§ **Problem to work on**: Lines with the word "marker" are the ones wanted. Copy each of them from the entries below.

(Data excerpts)
------
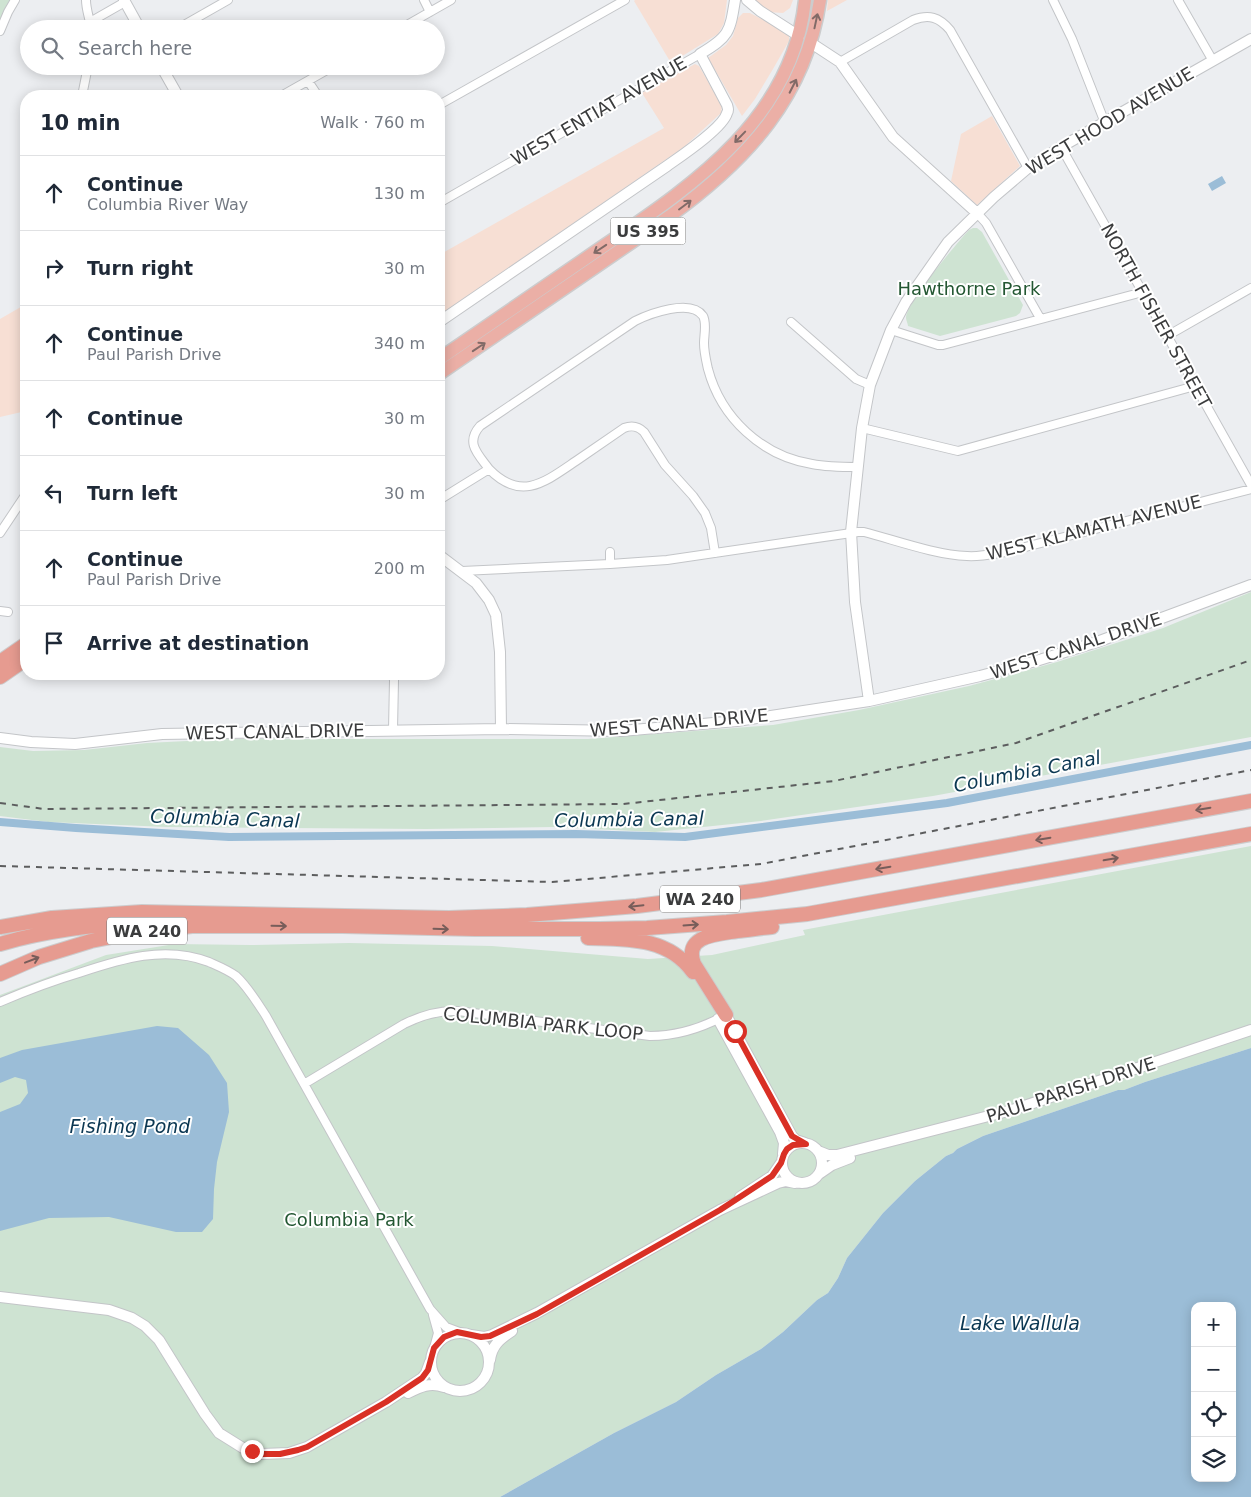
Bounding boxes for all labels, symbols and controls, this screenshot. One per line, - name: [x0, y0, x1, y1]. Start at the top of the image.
- one-way arrow: [812, 14, 821, 30]
- search box: [20, 20, 445, 75]
- icon: search: [38, 34, 66, 62]
- text: Search here: [78, 37, 192, 59]
- street label: WEST ENTIAT AVENUE: [507, 52, 690, 169]
- street label: WEST HOOD AVENUE: [1022, 62, 1197, 179]
- one-way arrow: [788, 78, 798, 93]
- text: 10 min: [40, 111, 121, 135]
- text: Walk · 760 m: [320, 113, 425, 132]
- one-way arrow: [734, 131, 746, 143]
- text: Continue: [87, 173, 183, 195]
- icon: ahead: [40, 179, 68, 207]
- text: 130 m: [374, 184, 425, 203]
- text: Columbia River Way: [87, 195, 248, 214]
- one-way arrow: [678, 200, 692, 210]
- road number: US 395: [610, 218, 686, 245]
- street label: NORTH FISHER STREET: [1097, 220, 1217, 413]
- one-way arrow: [593, 244, 607, 254]
- icon: right: [40, 254, 68, 282]
- text: Turn right: [87, 257, 193, 279]
- text: 30 m: [384, 259, 425, 278]
- park label: Hawthorne Park: [898, 278, 1041, 299]
- text: Continue: [87, 323, 183, 345]
- icon: ahead: [40, 329, 68, 357]
- text: 340 m: [374, 334, 425, 353]
- one-way arrow: [472, 342, 486, 352]
- text: Paul Parish Drive: [87, 345, 221, 364]
- icon: ahead: [40, 404, 68, 432]
- text: Continue: [87, 407, 183, 429]
- text: 30 m: [384, 409, 425, 428]
- icon: left: [40, 479, 68, 507]
- text: Turn left: [87, 482, 178, 504]
- text: 30 m: [384, 484, 425, 503]
- street label: WEST KLAMATH AVENUE: [984, 491, 1204, 564]
- text: Continue: [87, 548, 183, 570]
- icon: ahead: [40, 554, 68, 582]
- text: 200 m: [374, 559, 425, 578]
- text: Paul Parish Drive: [87, 570, 221, 589]
- street label: WEST CANAL DRIVE: [987, 608, 1164, 683]
- icon: arrive: [40, 629, 68, 657]
- text: Arrive at destination: [87, 632, 309, 654]
- street label: WEST CANAL DRIVE: [589, 704, 769, 741]
- street label: WEST CANAL DRIVE: [185, 719, 365, 744]
- water label: Columbia Canal: [951, 746, 1103, 796]
- water label: Columbia Canal: [150, 804, 301, 832]
- one-way arrow: [1195, 805, 1211, 815]
- water label: Columbia Canal: [554, 807, 705, 831]
- one-way arrow: [1036, 834, 1052, 844]
- one-way arrow: [1102, 854, 1118, 864]
- one-way arrow: [876, 863, 892, 873]
- road number: WA 240: [660, 886, 740, 912]
- one-way arrow: [629, 901, 645, 911]
- road number: WA 240: [107, 918, 187, 944]
- one-way arrow: [683, 920, 699, 929]
- one-way arrow: [270, 921, 287, 931]
- one-way arrow: [433, 924, 449, 933]
- one-way arrow: [24, 955, 39, 964]
- street label: COLUMBIA PARK LOOP: [442, 1003, 644, 1044]
- route start: [724, 1020, 747, 1043]
- street label: PAUL PARISH DRIVE: [984, 1052, 1158, 1127]
- water label: Fishing Pond: [70, 1115, 191, 1137]
- park label: Columbia Park: [284, 1209, 414, 1230]
- map controls: [1191, 1302, 1236, 1482]
- button: +: [1191, 1302, 1236, 1347]
- water label: Lake Wallula: [960, 1312, 1080, 1334]
- button: −: [1191, 1347, 1236, 1392]
- button: locate: [1191, 1392, 1236, 1437]
- button: layers: [1191, 1437, 1236, 1482]
- route end: [241, 1440, 264, 1463]

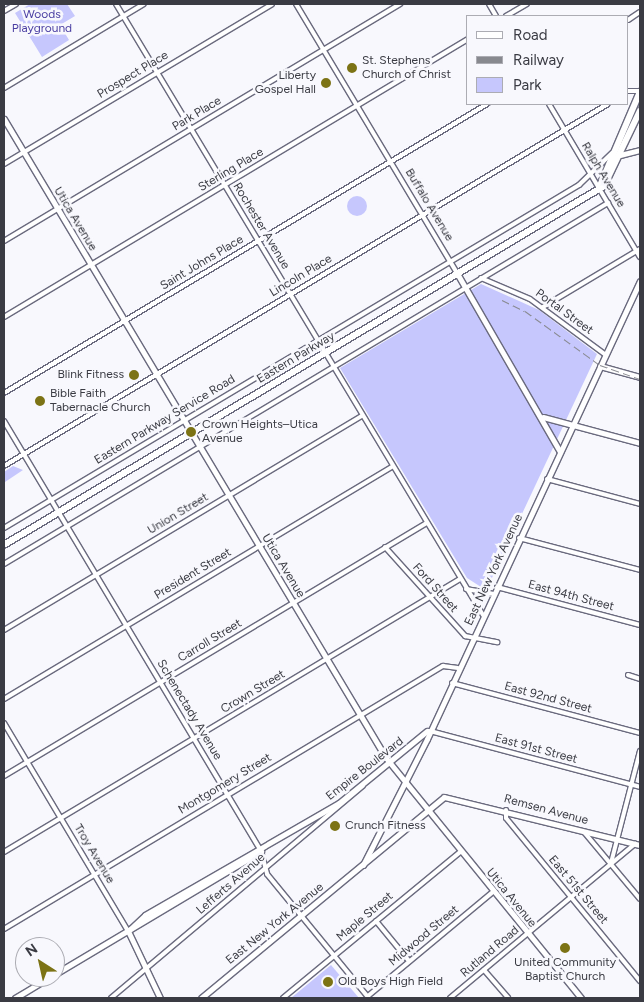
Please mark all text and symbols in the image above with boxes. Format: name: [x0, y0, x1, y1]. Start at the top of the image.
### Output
park label: Woods Playground: [12, 8, 72, 36]
legend: [467, 15, 629, 105]
text: Road: [513, 26, 548, 44]
street label: Prospect Place: [95, 48, 171, 102]
text: Railway: [513, 51, 564, 69]
place label: St. Stephens Church of Christ: [362, 54, 451, 82]
marker: St. Stephens Church of Christ: [346, 62, 358, 74]
place label: Liberty Gospel Hall: [255, 69, 316, 97]
text: Park: [513, 76, 542, 94]
marker: Liberty Gospel Hall: [320, 77, 332, 89]
street label: Park Place: [170, 94, 224, 134]
street label: Ralph Avenue: [578, 140, 628, 210]
street label: Sterling Place: [196, 145, 266, 195]
street label: Buffalo Avenue: [402, 166, 456, 244]
street label: Rochester Avenue: [229, 180, 293, 272]
street label: Utica Avenue: [50, 184, 100, 254]
street label: Saint Johns Place: [158, 233, 246, 293]
street label: Lincoln Place: [267, 252, 335, 300]
street label: Portal Street: [532, 286, 596, 338]
street label: Eastern Parkway: [255, 329, 337, 387]
place label: Blink Fitness: [58, 368, 124, 382]
marker: Blink Fitness: [128, 369, 140, 381]
street label: Eastern Parkway Service Road: [92, 372, 238, 468]
place label: Bible Faith Tabernacle Church: [50, 387, 150, 415]
marker: Bible Faith Tabernacle Church: [34, 395, 46, 407]
place label: Crown Heights–Utica Avenue: [202, 418, 318, 446]
marker: Crown Heights–Utica Avenue: [184, 425, 198, 439]
street label: Union Street: [145, 490, 211, 538]
street label: East New York Avenue: [462, 512, 526, 628]
street label: Utica Avenue: [258, 531, 308, 601]
street label: President Street: [152, 545, 234, 603]
street label: Ford Street: [409, 560, 461, 616]
street label: East 94th Street: [526, 578, 616, 614]
street label: Carroll Street: [176, 616, 244, 666]
street label: Schenectady Avenue: [153, 657, 225, 763]
street label: Crown Street: [218, 667, 288, 717]
street label: East 92nd Street: [503, 679, 593, 717]
street label: East 91st Street: [493, 731, 579, 767]
street label: Empire Boulevard: [323, 734, 407, 804]
street label: Montgomery Street: [176, 751, 274, 817]
street label: Remsen Avenue: [502, 792, 590, 828]
place label: Crunch Fitness: [345, 819, 426, 833]
marker: Crunch Fitness: [329, 820, 341, 832]
street label: Troy Avenue: [71, 822, 117, 886]
street label: Lefferts Avenue: [194, 850, 268, 918]
street label: East 51st Street: [545, 853, 611, 927]
street label: Utica Avenue: [483, 866, 539, 930]
street label: East New York Avenue: [223, 880, 327, 968]
street label: Maple Street: [334, 889, 396, 945]
street label: Midwood Street: [386, 903, 462, 969]
street label: Rutland Road: [458, 923, 522, 981]
north arrow: [15, 937, 65, 987]
text: N: [22, 940, 41, 960]
marker: United Community Baptist Church: [559, 942, 571, 954]
place label: United Community Baptist Church: [514, 956, 616, 984]
place label: Old Boys High Field: [338, 975, 443, 989]
marker: Old Boys High Field: [322, 976, 334, 988]

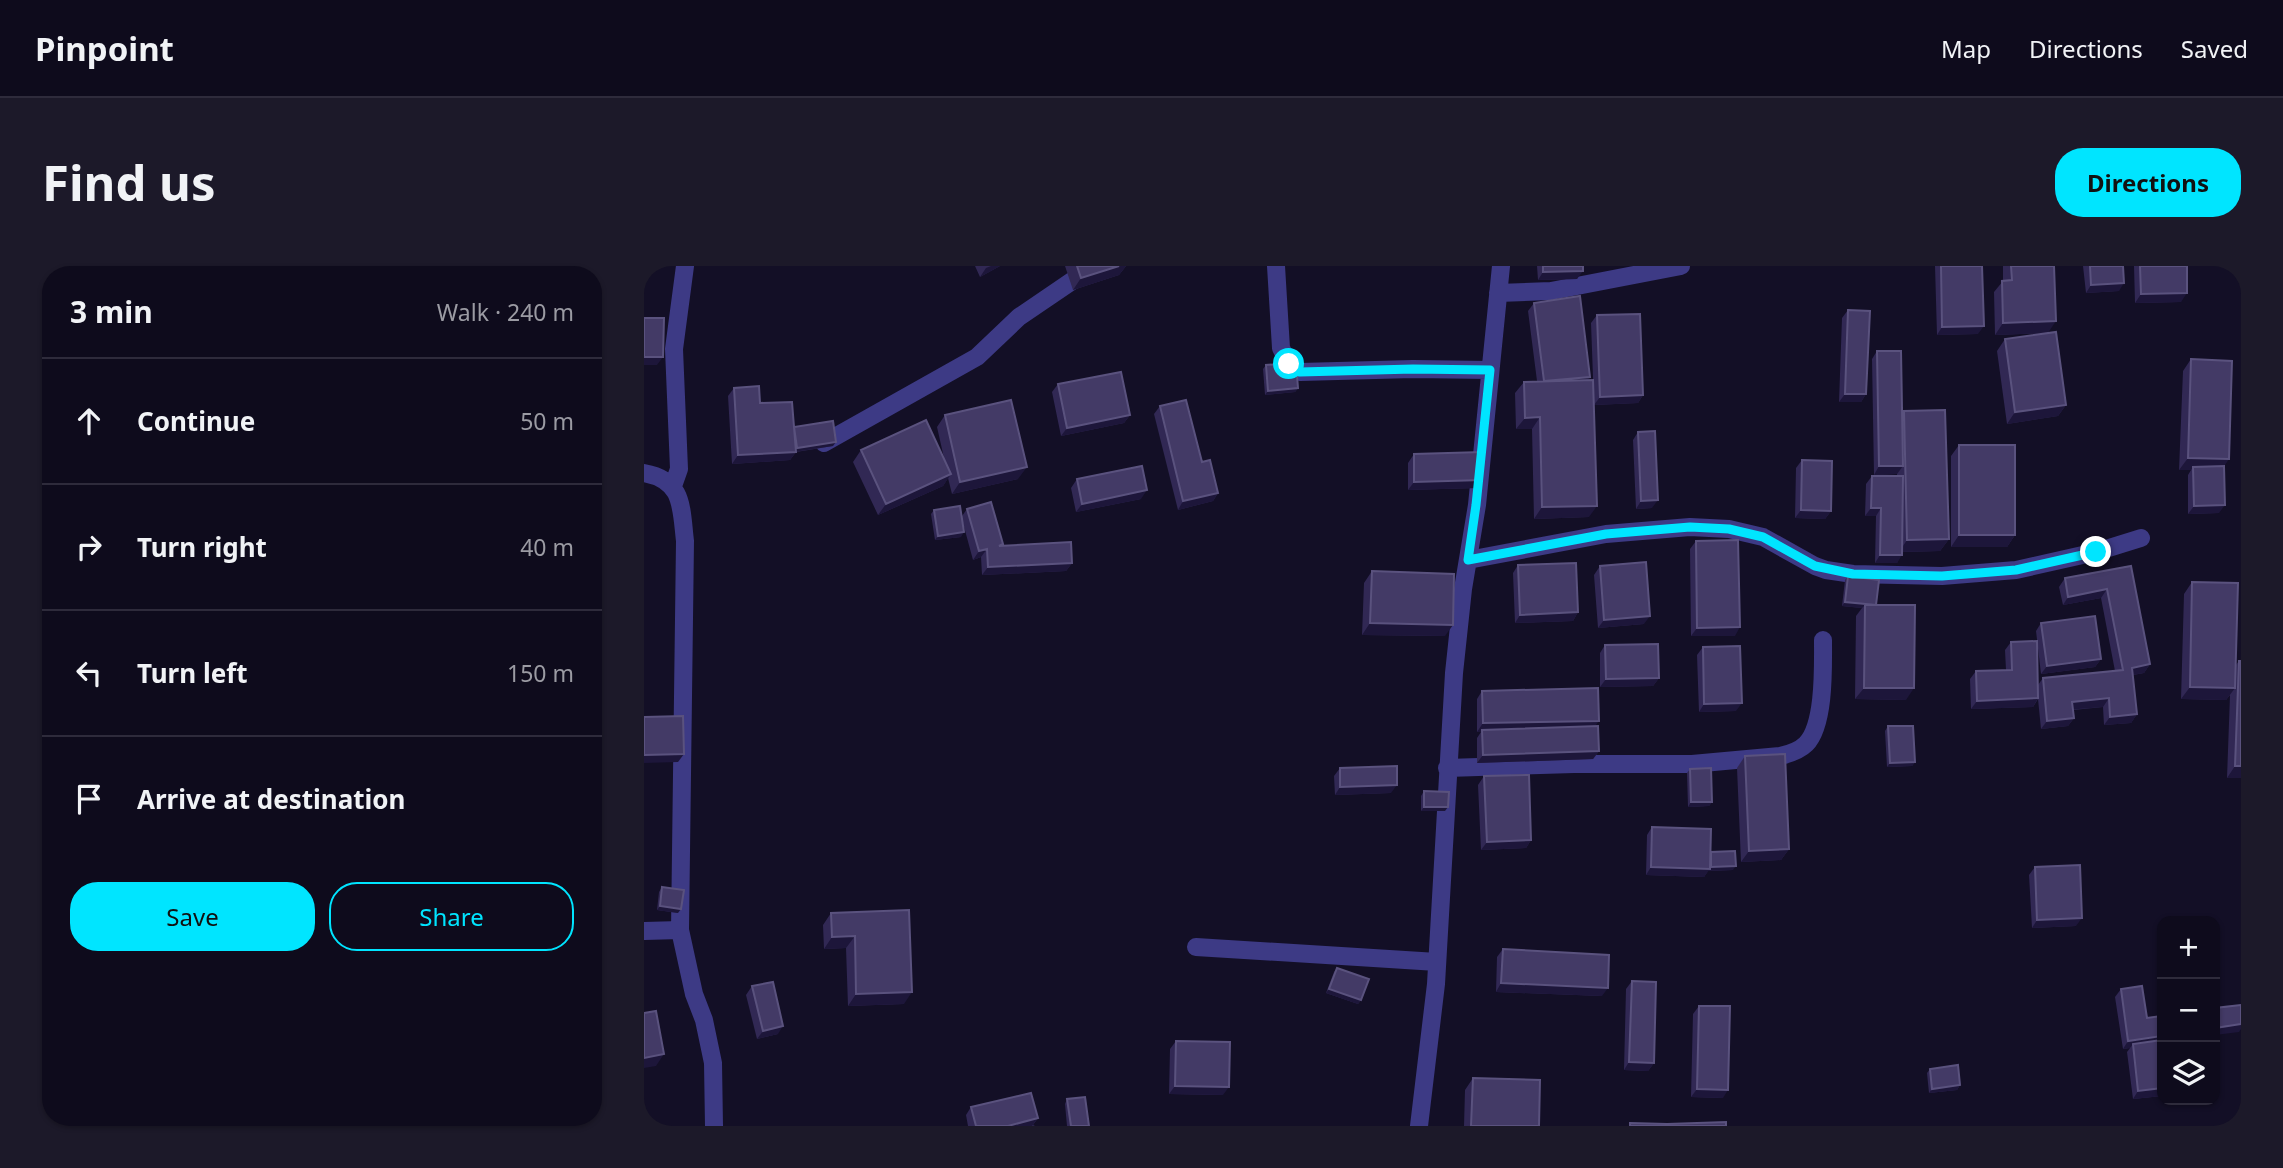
------
§ **Completed exercise**:
marker: St. Stephens Church of Christ: [346, 62, 358, 74]
marker: Liberty Gospel Hall: [320, 77, 332, 89]
marker: Blink Fitness: [128, 369, 140, 381]
marker: Bible Faith Tabernacle Church: [34, 395, 46, 407]
marker: Crown Heights–Utica Avenue: [184, 425, 198, 439]
marker: Crunch Fitness: [329, 820, 341, 832]
marker: United Community Baptist Church: [559, 942, 571, 954]
marker: Old Boys High Field: [322, 976, 334, 988]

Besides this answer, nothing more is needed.